TRY IT: Counting every line in the entries below where the word "points" occurs, report how many there are. Give only that number.

PROVIDED ENTRIES:
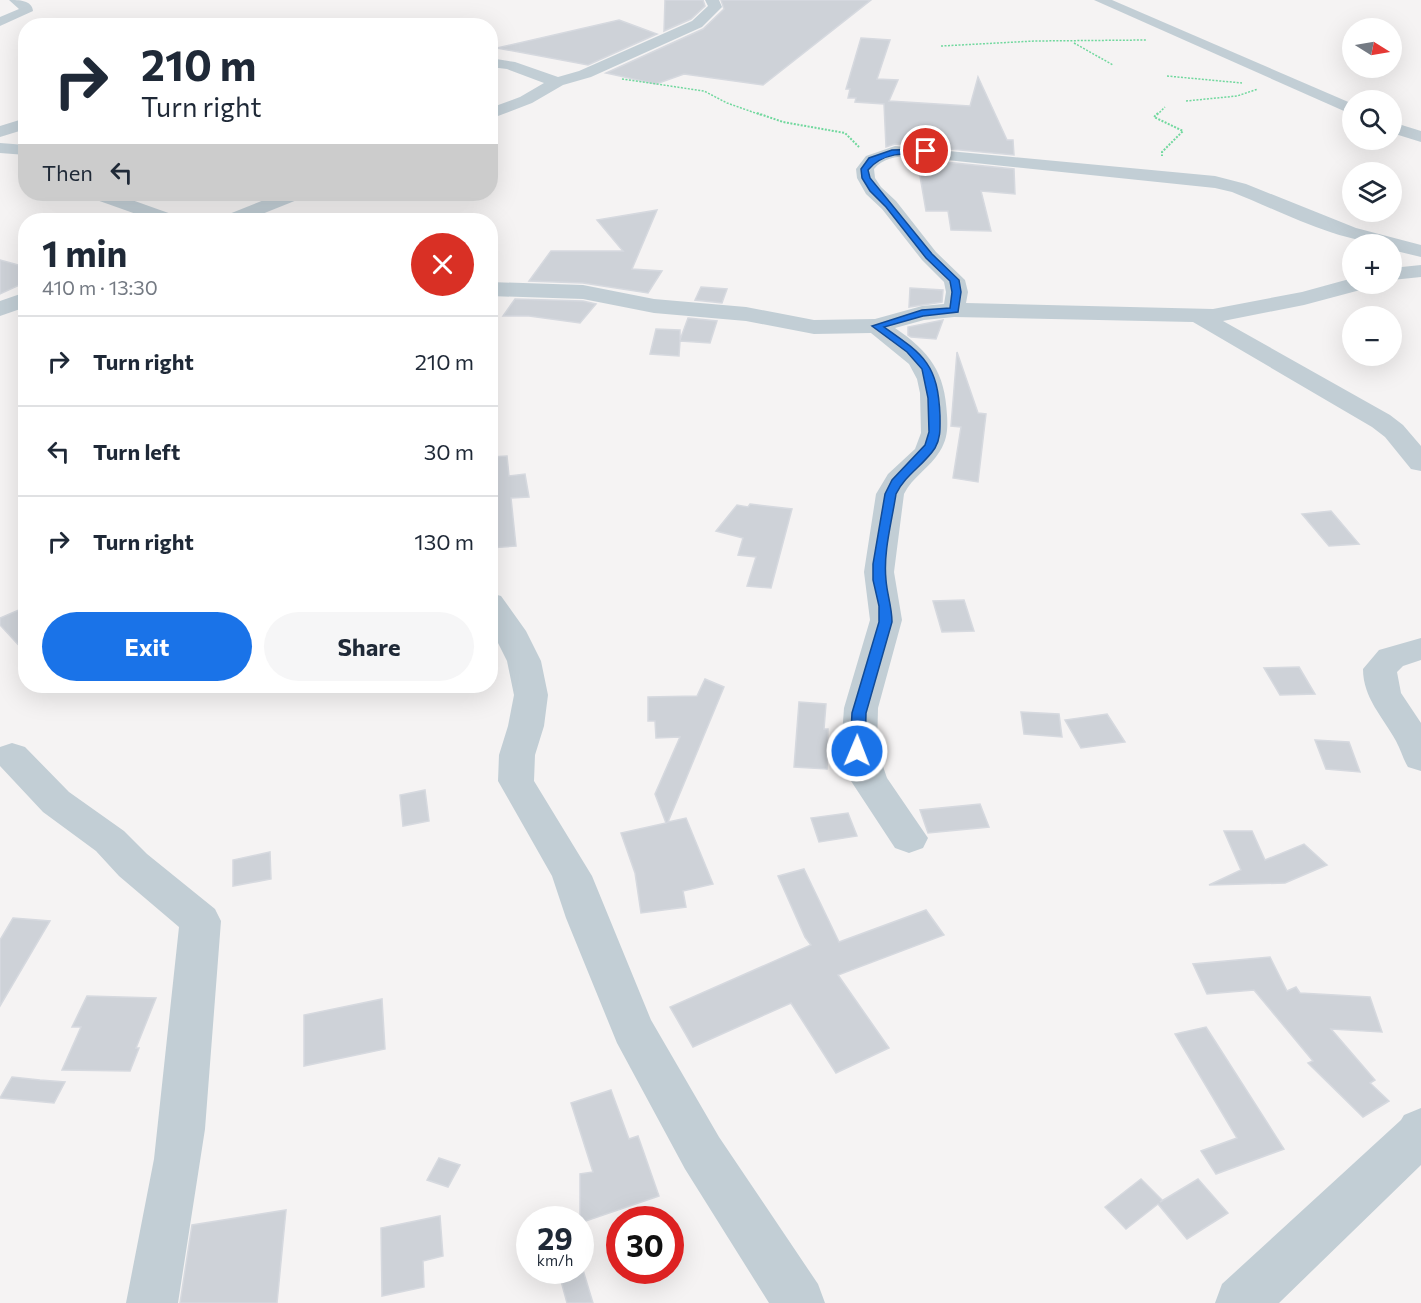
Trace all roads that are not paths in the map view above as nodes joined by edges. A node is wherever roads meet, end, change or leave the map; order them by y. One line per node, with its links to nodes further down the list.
1 (16, 0): 4 (street)
2 (712, 0): 6 (street)
3 (1101, 0): 7 (street)
4 (0, 22)
5 (498, 63): 6 (street)
6 (557, 82): 8 (street)
7 (1342, 106)
8 (498, 111)
9 (18, 126): 11 (street)
10 (1402, 130): 12 (street)
11 (0, 132)
12 (1421, 137)
13 (0, 148): 14 (street)
14 (18, 149)
15 (117, 201): 17 (street)
16 (278, 201): 18 (street)
17 (151, 213)
18 (248, 213)
19 (1421, 251): 26 (street)
20 (1421, 270): 21 (street)
21 (1402, 273)
22 (1342, 288): 27 (street)
23 (498, 289): 28 (street)
24 (18, 302): 25 (street)
25 (0, 309)
26 (954, 310): 27 (street); 28 (street)
27 (1200, 317): 29 (street)
28 (876, 326): 34 (street)
29 (1421, 463)
30 (498, 614): 37 (street)
31 (1421, 649): 33 (street)
32 (12, 756): 36 (street)
33 (1421, 758)
34 (909, 838)
35 (1421, 1130): 38 (street)
36 (152, 1303)
37 (799, 1303)
38 (1241, 1303)

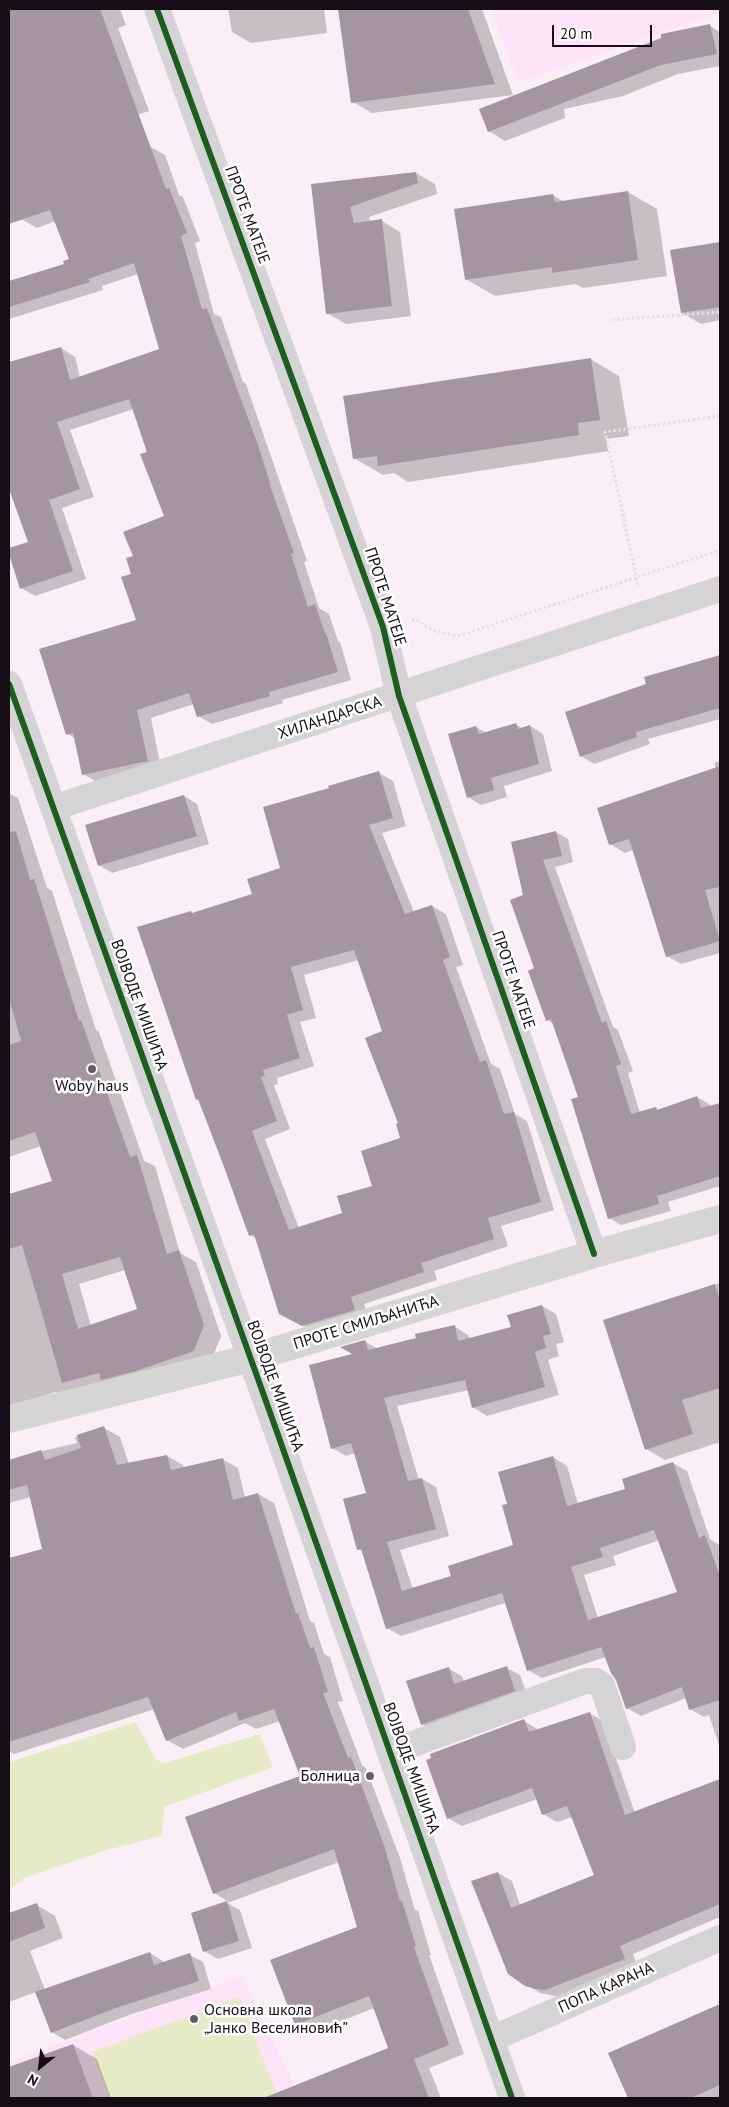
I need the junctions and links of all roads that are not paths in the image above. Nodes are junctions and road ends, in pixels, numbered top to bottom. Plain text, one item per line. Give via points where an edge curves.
1 (157, 9) edge
2 (720, 589) edge
3 (9, 684) edge
4 (399, 696) junction
5 (53, 808) junction
6 (720, 1219) edge
7 (594, 1254) junction
8 (251, 1358) junction
9 (9, 1419) edge
10 (623, 1747) dead end
11 (391, 1752) junction
12 (720, 1938) edge
13 (492, 2039) junction
14 (512, 2098) edge

1 - 4 street, ПРОТЕ МАТЕЈЕ via 383,627
2 - 4 street, ХИЛАНДАРСКА
3 - 5 street, ВОЈВОДЕ МИШИЋА
4 - 5 street, ХИЛАНДАРСКА
4 - 7 street, ПРОТЕ МАТЕЈЕ
5 - 8 street, ВОЈВОДЕ МИШИЋА
6 - 7 street, ПРОТЕ СМИЉАНИЋА
7 - 8 street, ПРОТЕ СМИЉАНИЋА
8 - 9 street, ПРОТЕ СМИЉАНИЋА
8 - 11 street, ВОЈВОДЕ МИШИЋА
10 - 11 street via 602,1685 596,1680 585,1681
11 - 13 street, ВОЈВОДЕ МИШИЋА
12 - 13 street, ПОПА КАРАНА
13 - 14 street, ВОЈВОДЕ МИШИЋА

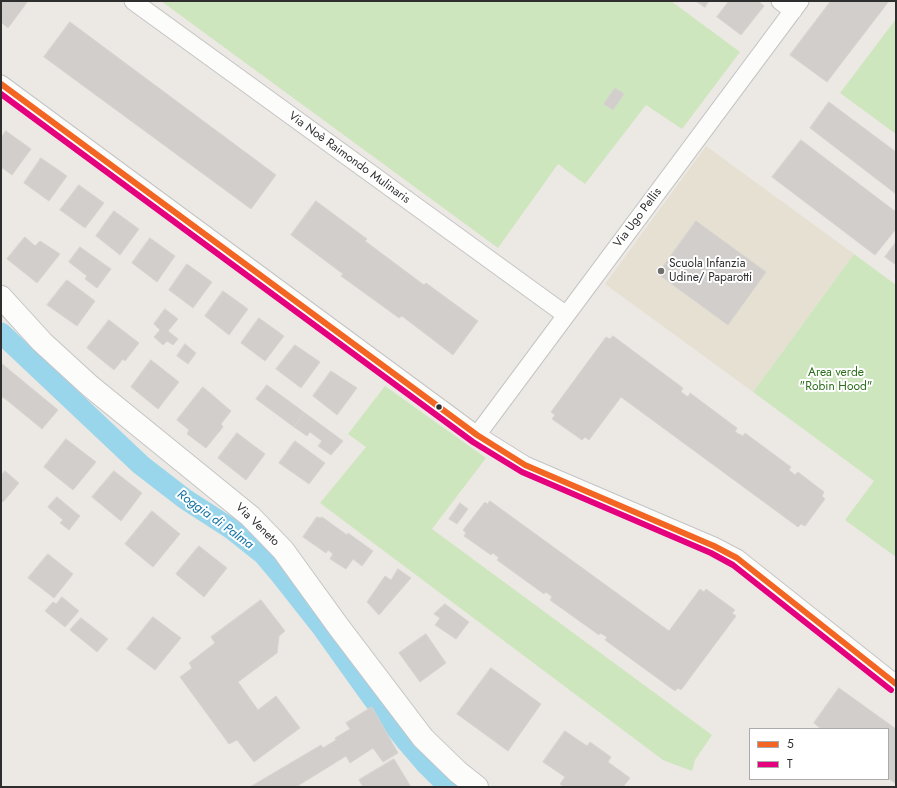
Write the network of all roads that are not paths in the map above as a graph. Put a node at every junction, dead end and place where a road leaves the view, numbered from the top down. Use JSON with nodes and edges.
{"nodes":[{"id":1,"x":133,"y":1,"type":"edge"},
{"id":2,"x":791,"y":4,"type":"edge"},
{"id":3,"x":1,"y":84,"type":"edge"},
{"id":4,"x":1,"y":297,"type":"edge"},
{"id":5,"x":566,"y":316,"type":"junction"},
{"id":6,"x":476,"y":435,"type":"junction"},
{"id":7,"x":896,"y":684,"type":"edge"},
{"id":8,"x":477,"y":787,"type":"edge"}],
"edges":[{"from":1,"to":5,"type":"street","name":"Via Noè Raimondo Mulinaris"},
{"from":2,"to":5,"type":"street","name":"Via Ugo Pellis"},
{"from":3,"to":6,"type":"street"},
{"from":4,"to":8,"type":"street","name":"Via Veneto"},
{"from":5,"to":6,"type":"street","name":"Via Ugo Pellis"},
{"from":6,"to":7,"type":"street"}]}
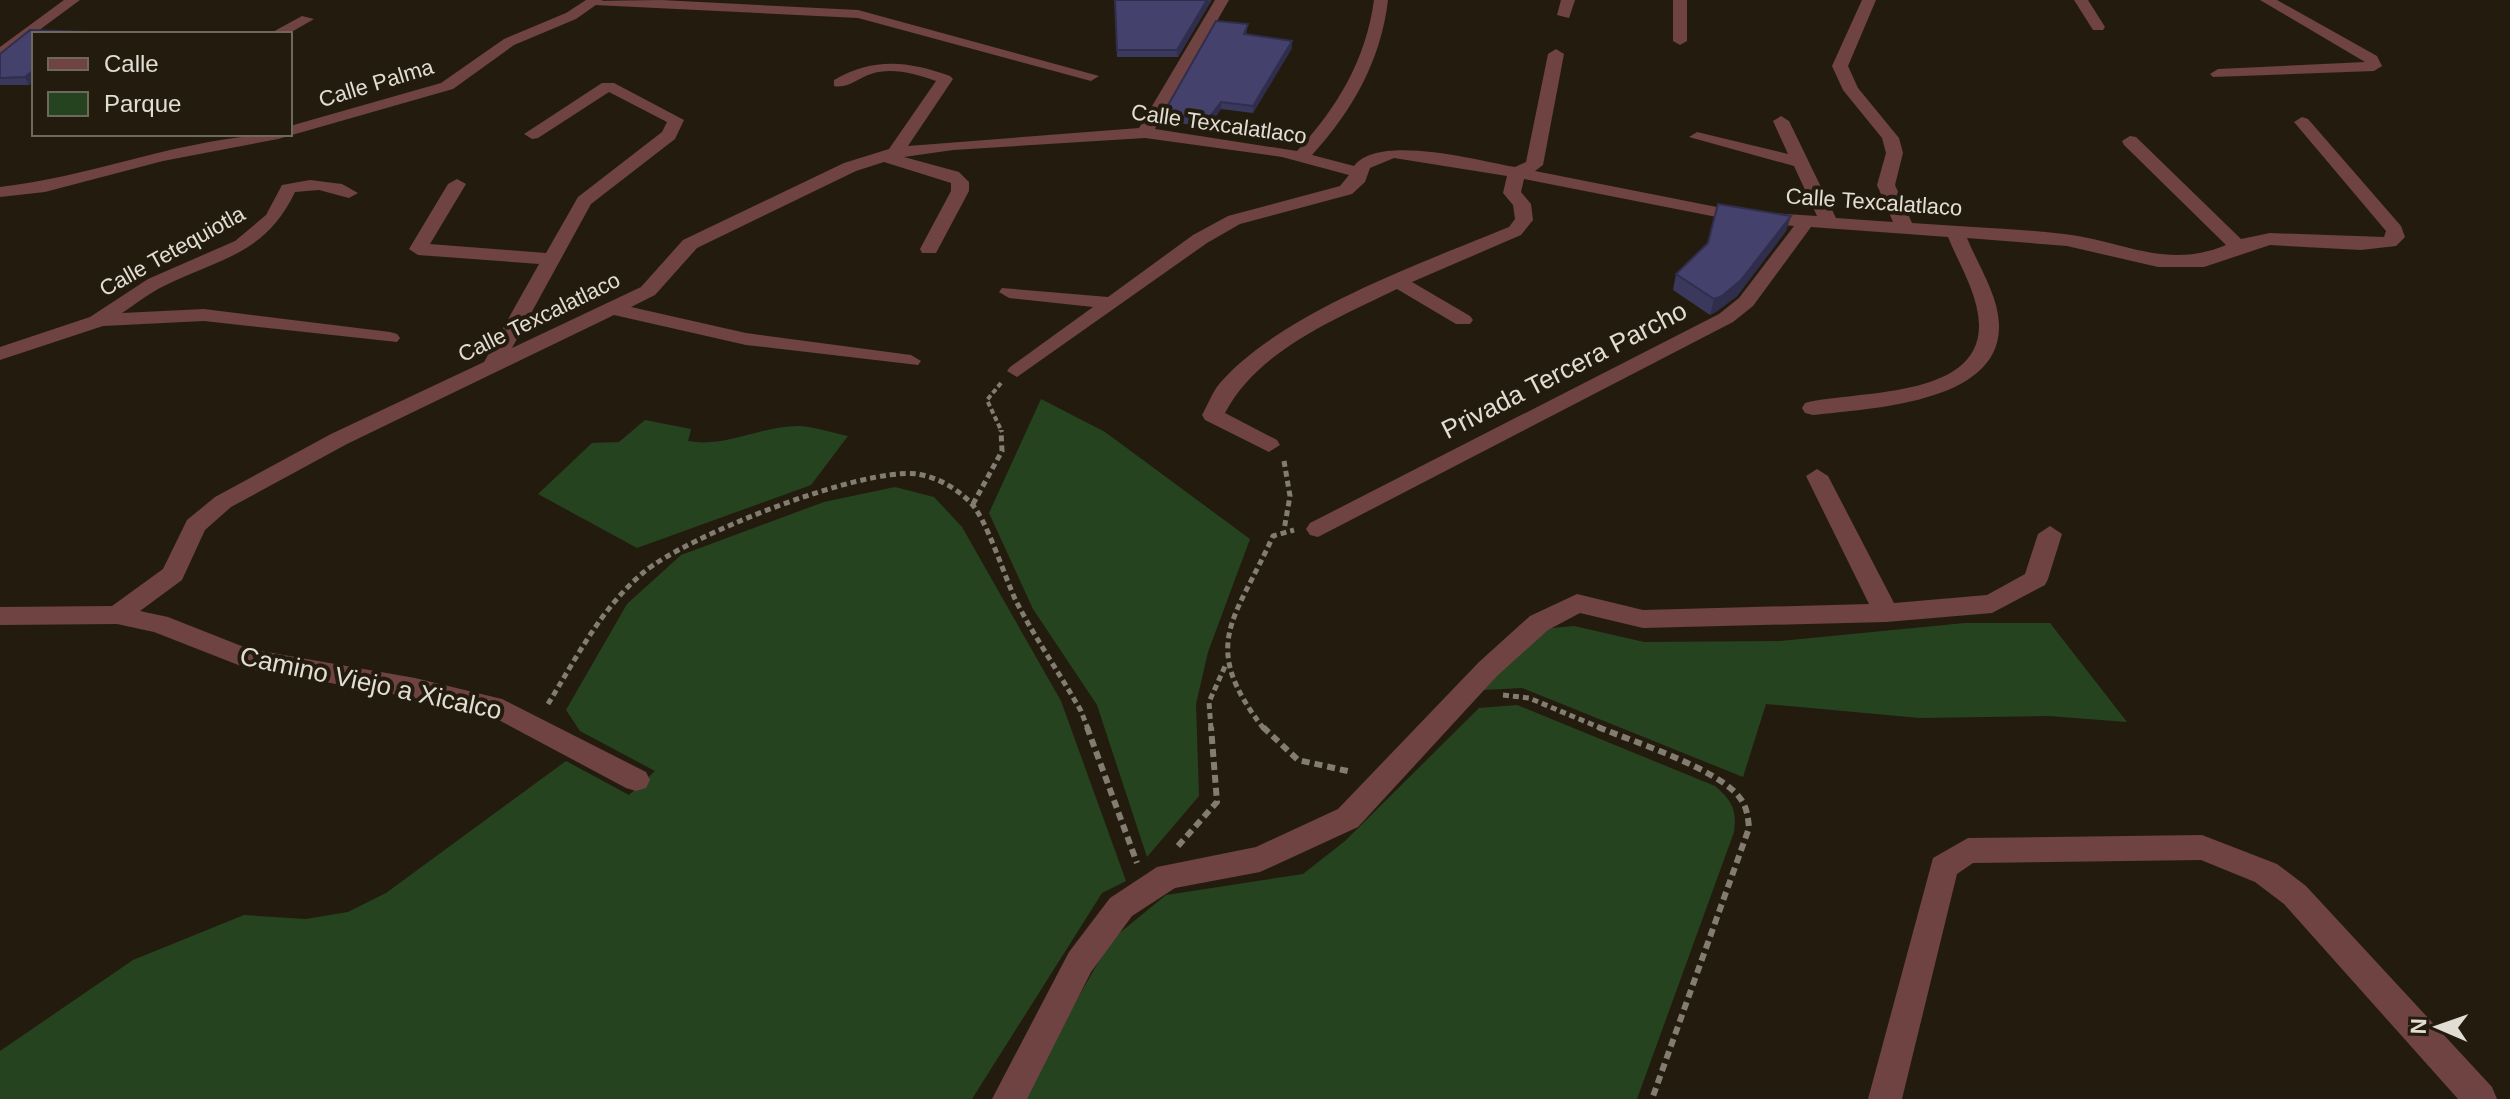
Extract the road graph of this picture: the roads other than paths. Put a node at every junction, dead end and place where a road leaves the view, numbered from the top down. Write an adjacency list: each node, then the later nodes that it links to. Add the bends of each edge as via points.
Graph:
1 (73, 0): 11 (street)
2 (596, 0): 18 (street, via 858,14); 22 (street, Calle Palma, via 509,42 447,86)
3 (1222, 0): 23 (street)
4 (1381, 0): 29 (street, via 1350,96 1333,124)
5 (1680, 0): 14 (street)
6 (1869, 0): 38 (street, via 1840,66 1854,98 1894,147 1886,177)
7 (2081, 0): 10 (street)
8 (2267, 0): 17 (street, via 2372,59 2374,66)
9 (307, 19): 12 (street)
10 (2098, 27)
11 (33, 32)
12 (280, 32)
13 (30, 34): 15 (street)
14 (1680, 41)
15 (0, 54)
16 (1556, 54): 32 (street, via 1534,165)
17 (2218, 74)
18 (1091, 76)
19 (840, 83): 28 (street, via 864,68 881,65 945,79)
20 (1781, 121): 30 (street)
21 (2302, 122): 40 (street, Calle Texcalatlaco, via 2396,237 2361,244 2270,239)
22 (292, 130)
23 (1145, 133): 28 (street, Calle Texcalatlaco, via 1019,139); 29 (street, Calle Texcalatlaco)
24 (532, 134): 42 (street, via 608,86 676,120 669,135 584,201)
25 (267, 136): 34 (street, via 161,156 45,187)
26 (1697, 137): 30 (street)
27 (2130, 141): 40 (street)
28 (890, 155): 41 (street, via 960,182); 46 (street, Calle Texcalatlaco, via 850,167 690,244 648,291)
29 (1300, 158): 31 (street, Calle Texcalatlaco)
30 (1799, 162): 36 (street)
31 (1358, 172): 32 (street, Calle Texcalatlaco, via 1364,164 1392,153); 45 (street, via 1346,190 1234,220)
32 (1517, 172): 37 (street, Calle Texcalatlaco, via 1737,216); 43 (street, via 1512,193 1525,211 1515,231)
33 (457, 184): 42 (street, via 418,249)
34 (0, 192)
35 (349, 193): 48 (street, Calle Tetequiotla, via 328,187 288,189 274,218 242,245 155,283)
36 (1829, 222): 37 (street, Calle Texcalatlaco); 38 (street, Calle Texcalatlaco)
37 (1805, 223): 57 (street, Privada Tercera Parcho, via 1746,302 1726,318)
38 (1904, 226): 39 (street, Calle Texcalatlaco)
39 (1955, 231): 40 (street, Calle Texcalatlaco, via 2067,240 2158,261 2204,261); 54 (street, via 1989,327 1984,353 1972,368 1933,391)
40 (2239, 248)
41 (929, 249)
42 (552, 259): 52 (street)
43 (1398, 282): 47 (street); 55 (street, via 1287,338 1215,404 1213,415)
44 (1009, 292): 45 (street)
45 (1113, 303): 53 (street)
46 (614, 309): 51 (street, via 746,339); 52 (street, Calle Texcalatlaco)
47 (1463, 320)
48 (97, 321): 49 (street, via 204,315); 50 (street, Calle Tetequiotla)
49 (390, 338)
50 (0, 354)
51 (911, 361)
52 (491, 367): 60 (street, Calle Texcalatlaco, via 339,439 223,502 195,526 173,574)
53 (1017, 371)
54 (1813, 408)
55 (1269, 445)
56 (1817, 476): 59 (street)
57 (1308, 530)
58 (2050, 534): 59 (street, via 2036,579 1992,604)
59 (1886, 613): 63 (street, via 1643,619 1577,603 1539,623 1453,704 1348,818 1260,859 1157,883 1121,907 1080,962)
60 (117, 615): 61 (street, Camino Viejo a Xicalco); 62 (street, Camino Viejo a Xicalco, via 159,624 246,658 502,709)
61 (0, 616)
62 (636, 780)
63 (1009, 1099)
64 (1885, 1099): 65 (street, via 1944,867 1968,851 2202,847 2266,873 2295,895)
65 (2480, 1099)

SOLUTION TO THE EXERCISE: 2